The Internal Revenue Service has proposed tax relief for money market fund investors in response to concerns about proposed reforms from the Securities and Exchange Commission in the money market industry that could trigger so-called “wash sale’ tax rules.
The Securities and Exchange Commission has proposed transitioning money market funds used by institutional investors from a price of $1 per share to a floating net asset value, or NAV. The proposed reform comes in response to the panic that ensued in the money market industry in 2008 when the Reserve Primary Fund could not maintain the stable $1 per share price because of losses sustained on Lehman Brothers debt and “broke the buck,” as well as recommendations from the Financial Stability Oversight Council, according to Reuters.

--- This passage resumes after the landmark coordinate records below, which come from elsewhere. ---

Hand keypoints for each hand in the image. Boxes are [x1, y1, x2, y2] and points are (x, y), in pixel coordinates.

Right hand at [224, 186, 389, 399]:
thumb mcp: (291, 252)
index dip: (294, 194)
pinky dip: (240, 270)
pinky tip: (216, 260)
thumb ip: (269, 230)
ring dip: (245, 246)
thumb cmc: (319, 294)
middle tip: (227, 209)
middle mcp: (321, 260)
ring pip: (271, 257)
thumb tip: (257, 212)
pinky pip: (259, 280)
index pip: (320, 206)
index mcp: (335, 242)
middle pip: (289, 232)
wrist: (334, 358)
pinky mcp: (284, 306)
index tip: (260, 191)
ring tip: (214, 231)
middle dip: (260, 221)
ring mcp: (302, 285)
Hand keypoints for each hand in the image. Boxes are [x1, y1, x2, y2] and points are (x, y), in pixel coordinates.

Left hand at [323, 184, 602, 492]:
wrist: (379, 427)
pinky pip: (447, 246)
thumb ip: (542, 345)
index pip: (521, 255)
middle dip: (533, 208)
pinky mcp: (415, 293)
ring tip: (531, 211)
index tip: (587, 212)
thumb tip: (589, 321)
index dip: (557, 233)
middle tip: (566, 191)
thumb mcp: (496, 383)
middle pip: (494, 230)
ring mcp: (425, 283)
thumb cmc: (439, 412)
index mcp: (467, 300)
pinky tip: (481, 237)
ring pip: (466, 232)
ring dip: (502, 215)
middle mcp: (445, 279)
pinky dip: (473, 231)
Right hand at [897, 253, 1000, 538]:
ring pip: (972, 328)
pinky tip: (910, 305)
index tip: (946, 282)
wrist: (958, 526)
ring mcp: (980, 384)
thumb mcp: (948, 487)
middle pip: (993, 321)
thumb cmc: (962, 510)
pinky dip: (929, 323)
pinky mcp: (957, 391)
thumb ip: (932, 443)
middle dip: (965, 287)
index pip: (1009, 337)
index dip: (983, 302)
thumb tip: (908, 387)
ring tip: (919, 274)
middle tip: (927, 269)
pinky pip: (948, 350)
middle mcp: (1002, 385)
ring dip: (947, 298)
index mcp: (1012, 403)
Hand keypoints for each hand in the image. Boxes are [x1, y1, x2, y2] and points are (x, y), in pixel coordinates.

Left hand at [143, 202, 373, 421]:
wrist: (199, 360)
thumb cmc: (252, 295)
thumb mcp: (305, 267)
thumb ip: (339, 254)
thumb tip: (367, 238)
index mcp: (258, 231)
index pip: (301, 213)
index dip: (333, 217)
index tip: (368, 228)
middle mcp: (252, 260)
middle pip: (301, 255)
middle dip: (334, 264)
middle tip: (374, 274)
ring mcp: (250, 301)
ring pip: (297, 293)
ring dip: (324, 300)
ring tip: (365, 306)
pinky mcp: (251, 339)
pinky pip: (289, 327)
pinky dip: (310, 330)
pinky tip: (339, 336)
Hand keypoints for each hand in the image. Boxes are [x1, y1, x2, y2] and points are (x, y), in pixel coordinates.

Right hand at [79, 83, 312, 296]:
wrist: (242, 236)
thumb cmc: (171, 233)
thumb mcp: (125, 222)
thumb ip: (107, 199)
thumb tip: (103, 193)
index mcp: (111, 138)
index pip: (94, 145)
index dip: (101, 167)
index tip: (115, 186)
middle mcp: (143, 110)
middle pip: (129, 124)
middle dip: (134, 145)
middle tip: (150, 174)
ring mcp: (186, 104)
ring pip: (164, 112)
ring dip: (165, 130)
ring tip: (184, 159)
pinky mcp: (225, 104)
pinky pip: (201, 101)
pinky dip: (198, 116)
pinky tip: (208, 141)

But investors have raised concerns that switching to a floating NAV could trigger the wash sale tax rules, which prevent investors from recognizing losses on the sale of securities if they bought similar shares within 30 days before or after the sale.
Notice 2013-48, issued Wednesday by the IRS, would establish a “de minimis” exception to the wash sale rules for certain redemptions of shares of money market funds that, under regulations proposed last month by the SEC, would no longer maintain a constant share price. Under the proposed revenue procedure, if a taxpayer realizes a loss upon a redemption of certain money market fund shares, and the amount of the loss is not more than 0.5 percent of the taxpayer’s basis in the shares, the IRS will treat the loss as not realized in a wash sale.
This proposed guidance is intended to mitigate the tax compliance burdens that could result from proposed changes in the rules governing the prices at which certain money market fund shares are issued and redeemed. The proposed revenue procedure is drafted as if the SEC had already adopted the final rules addressing floating net asset value in substantially the same form as the proposed rules.
If those rules are not adopted in substantially the same form as they have been proposed, the IRS cautioned, the revenue procedure proposed by the notice may not be adopted or may be adopted in materially modified form.
The Treasury Department and the IRS are requesting comments on the proposed revenue procedure.